What the task requires:
Every record is to be duplicated exactly as it reads, without its images.

[Keypoint coordinate data]
···

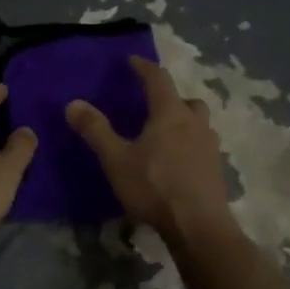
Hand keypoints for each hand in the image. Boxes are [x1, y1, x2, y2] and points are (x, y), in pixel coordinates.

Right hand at [67, 56, 230, 240]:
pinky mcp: (216, 170)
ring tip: (165, 135)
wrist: (199, 227)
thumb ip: (95, 130)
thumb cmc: (154, 187)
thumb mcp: (116, 159)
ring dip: (184, 121)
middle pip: (186, 100)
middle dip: (170, 97)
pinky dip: (190, 145)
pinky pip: (202, 146)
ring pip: (198, 123)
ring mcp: (210, 147)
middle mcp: (195, 123)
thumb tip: (73, 103)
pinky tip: (177, 163)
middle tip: (153, 104)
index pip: (158, 79)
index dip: (144, 67)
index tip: (132, 61)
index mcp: (170, 113)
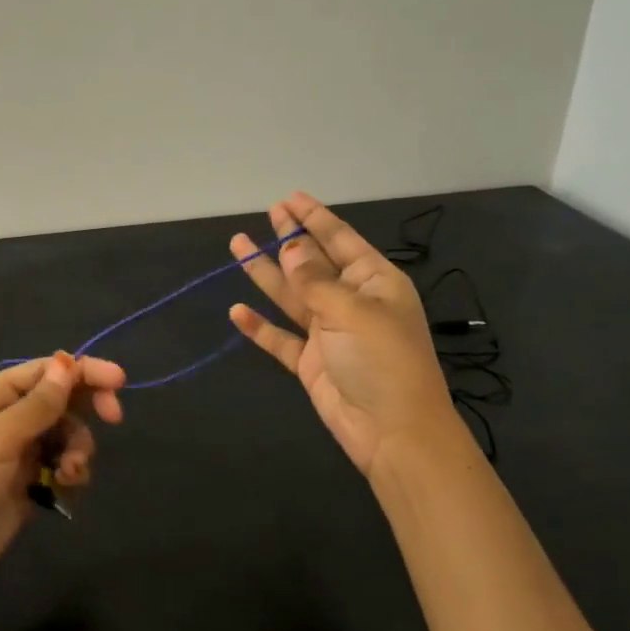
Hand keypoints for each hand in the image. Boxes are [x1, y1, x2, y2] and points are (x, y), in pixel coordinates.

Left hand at [0, 352, 125, 602]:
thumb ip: (37, 405)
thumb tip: (69, 363)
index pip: (45, 371)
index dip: (83, 371)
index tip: (119, 382)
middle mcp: (6, 417)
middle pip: (60, 399)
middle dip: (87, 407)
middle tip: (114, 417)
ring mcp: (19, 450)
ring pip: (67, 433)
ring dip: (78, 447)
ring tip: (70, 471)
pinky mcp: (29, 481)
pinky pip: (63, 463)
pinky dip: (71, 470)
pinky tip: (66, 484)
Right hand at [228, 192, 451, 474]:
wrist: (392, 432)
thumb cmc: (382, 361)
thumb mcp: (351, 311)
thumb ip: (315, 280)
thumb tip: (290, 247)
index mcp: (374, 282)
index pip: (340, 240)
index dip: (314, 217)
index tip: (289, 198)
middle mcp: (351, 301)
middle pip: (313, 262)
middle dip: (289, 238)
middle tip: (266, 213)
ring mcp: (329, 332)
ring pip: (291, 295)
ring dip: (265, 273)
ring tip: (237, 246)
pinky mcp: (310, 362)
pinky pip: (280, 338)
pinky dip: (259, 326)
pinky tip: (237, 311)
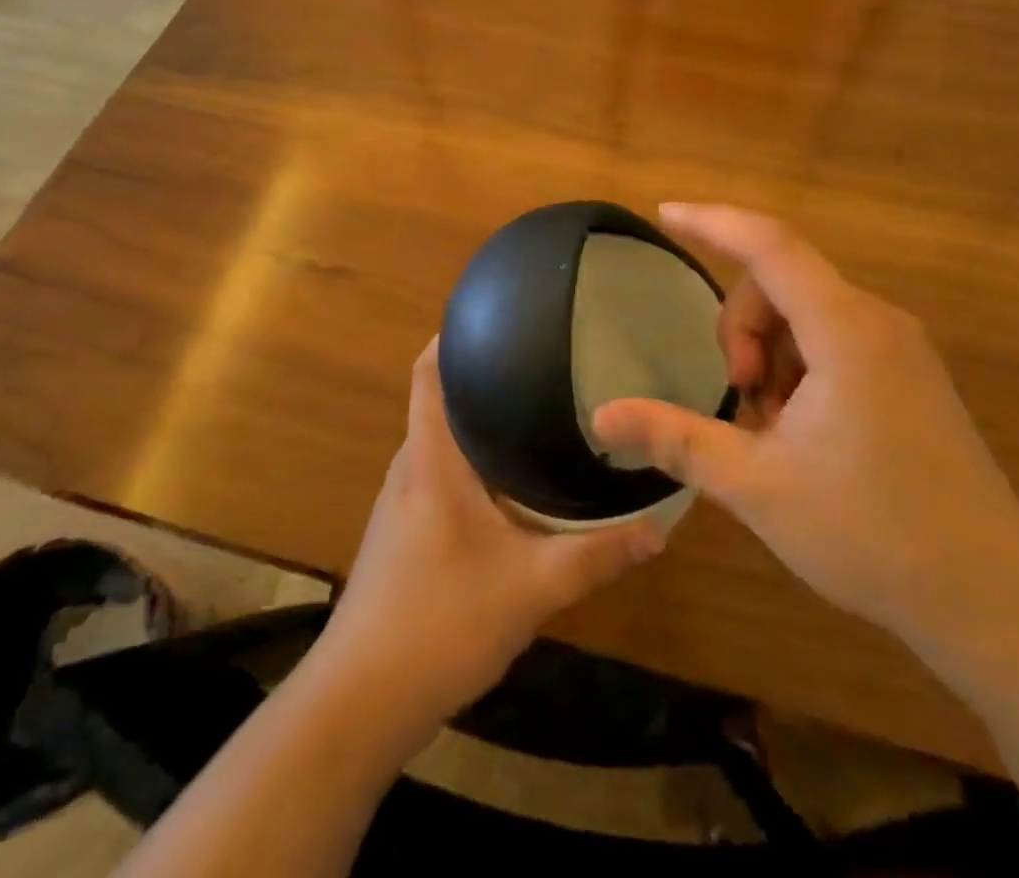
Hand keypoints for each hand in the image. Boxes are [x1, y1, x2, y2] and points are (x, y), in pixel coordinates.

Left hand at [320, 338, 664, 723]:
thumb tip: (659, 530)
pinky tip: (508, 482)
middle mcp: (410, 467)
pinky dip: (470, 461)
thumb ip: (596, 557)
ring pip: (440, 440)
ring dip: (476, 422)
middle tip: (540, 363)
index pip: (428, 372)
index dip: (452, 335)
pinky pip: (438, 473)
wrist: (359, 703)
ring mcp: (400, 502)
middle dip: (481, 376)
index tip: (497, 315)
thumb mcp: (531, 589)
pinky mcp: (401, 533)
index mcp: (432, 459)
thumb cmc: (439, 623)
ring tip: (532, 410)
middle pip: (439, 400)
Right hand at [591, 204, 1018, 637]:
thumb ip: (676, 438)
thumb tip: (602, 414)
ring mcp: (900, 347)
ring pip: (805, 314)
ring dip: (770, 356)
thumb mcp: (756, 485)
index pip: (769, 245)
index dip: (712, 222)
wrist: (993, 597)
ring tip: (773, 431)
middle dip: (742, 330)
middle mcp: (876, 321)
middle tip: (741, 400)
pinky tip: (802, 432)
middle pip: (781, 283)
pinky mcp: (909, 375)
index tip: (664, 213)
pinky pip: (834, 340)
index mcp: (844, 330)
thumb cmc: (871, 534)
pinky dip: (800, 368)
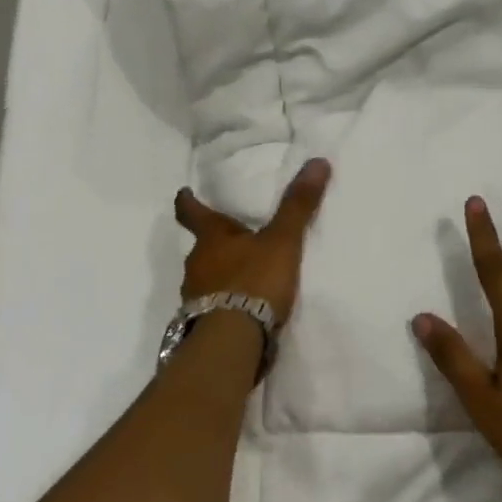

···

Response for this exercise:
Hand keypoints for each hand in the image. Boxes are [x1, y1, x2, y2] and points are (x, y), in pixel coordinates.

Right hand at [67, 56, 230, 240]:
pinky mcp: (216, 170)
ring tip: (165, 135)
wrist: (199, 227)
thumb ip: (95, 130)
thumb cmc: (154, 187)
thumb mcp: (116, 159)
ring dip: (184, 121)
middle pip: (186, 100)
middle dip: (170, 97)
pinky dip: (190, 145)
pinky pip: (202, 146)
ring pip: (198, 123)
ring mcp: (210, 147)
middle mcp: (195, 123)
thumb tip: (73, 103)
pinky tip: (177, 163)
middle tip: (153, 104)
index pip: (158, 79)
index dip: (144, 67)
index tip: (132, 61)
index mcp: (170, 113)
Hand keypoints for each hand in the image. Boxes are [x1, y1, x2, y2] and points are (x, y), in pixel coordinates.

Left hand at [0, 352, 125, 602]:
thumb ip: (37, 405)
thumb tip: (69, 363)
index pip: (45, 371)
index dip: (83, 371)
index tip: (119, 382)
middle mcp: (6, 417)
middle pip: (60, 399)
middle dip: (87, 407)
middle tip: (114, 417)
ring mcp: (19, 450)
ring pip: (67, 433)
ring dip: (78, 447)
ring tip: (70, 471)
pinky mcp: (29, 481)
pinky pip: (63, 463)
pinky dip: (71, 470)
pinky tip: (66, 484)
Right hand at [228, 192, 451, 474]:
wrist: (392, 432)
thumb cmc: (382, 361)
thumb mcp: (351, 311)
thumb ip: (315, 280)
thumb tip: (290, 247)
index mcp: (374, 282)
index pip: (340, 240)
index dip: (314, 217)
index tip: (289, 198)
middle mcp: (351, 301)
middle pip: (313, 262)
middle dip: (289, 238)
middle tip: (266, 213)
ring mcp: (329, 332)
ring pip: (291, 295)
ring dip: (265, 273)
ring tip: (237, 246)
pinky mcp: (310, 362)
pinky pip: (280, 338)
pinky dip: (259, 326)
pinky tip: (237, 311)
Hand keypoints for each hand in the image. Boxes are [x1, y1, x2, y2] and points are (x, y), in pixel coordinates.

Left hand at [320, 338, 664, 723]:
thumb tip: (659, 530)
pinky tip: (508, 482)
middle mcp: (410, 467)
pinky dip: (470, 461)
thumb ip: (596, 557)
ring pip: (440, 440)
ring dip: (476, 422)
middle tip: (540, 363)
index pip: (428, 372)
index dip: (452, 335)
pinky pip: (438, 473)
wrist: (359, 703)
ring mcp: (400, 502)
middle dip: (481, 376)
index tip: (497, 315)
thumb mcp: (531, 589)
pinky mcp: (401, 533)
index mcp: (432, 459)
thumb cmc: (439, 623)
ring tip: (532, 410)
middle pip: (439, 400)
Right hand at [591, 204, 1018, 637]:
thumb ip: (676, 438)
thumb tip: (602, 414)
ring mcp: (900, 347)
ring pip: (805, 314)
ring dip: (770, 356)
thumb mcp: (756, 485)
index pip: (769, 245)
index dip: (712, 222)
wrist: (993, 597)
ring tip: (773, 431)
middle dip: (742, 330)
middle mcp: (876, 321)
middle tip: (741, 400)
pinky tip: (802, 432)
middle pip: (781, 283)
pinky mcp: (909, 375)
index tip: (664, 213)
pinky pip: (834, 340)
index mcp: (844, 330)
thumb cmc: (871, 534)
pinky dip: (800, 368)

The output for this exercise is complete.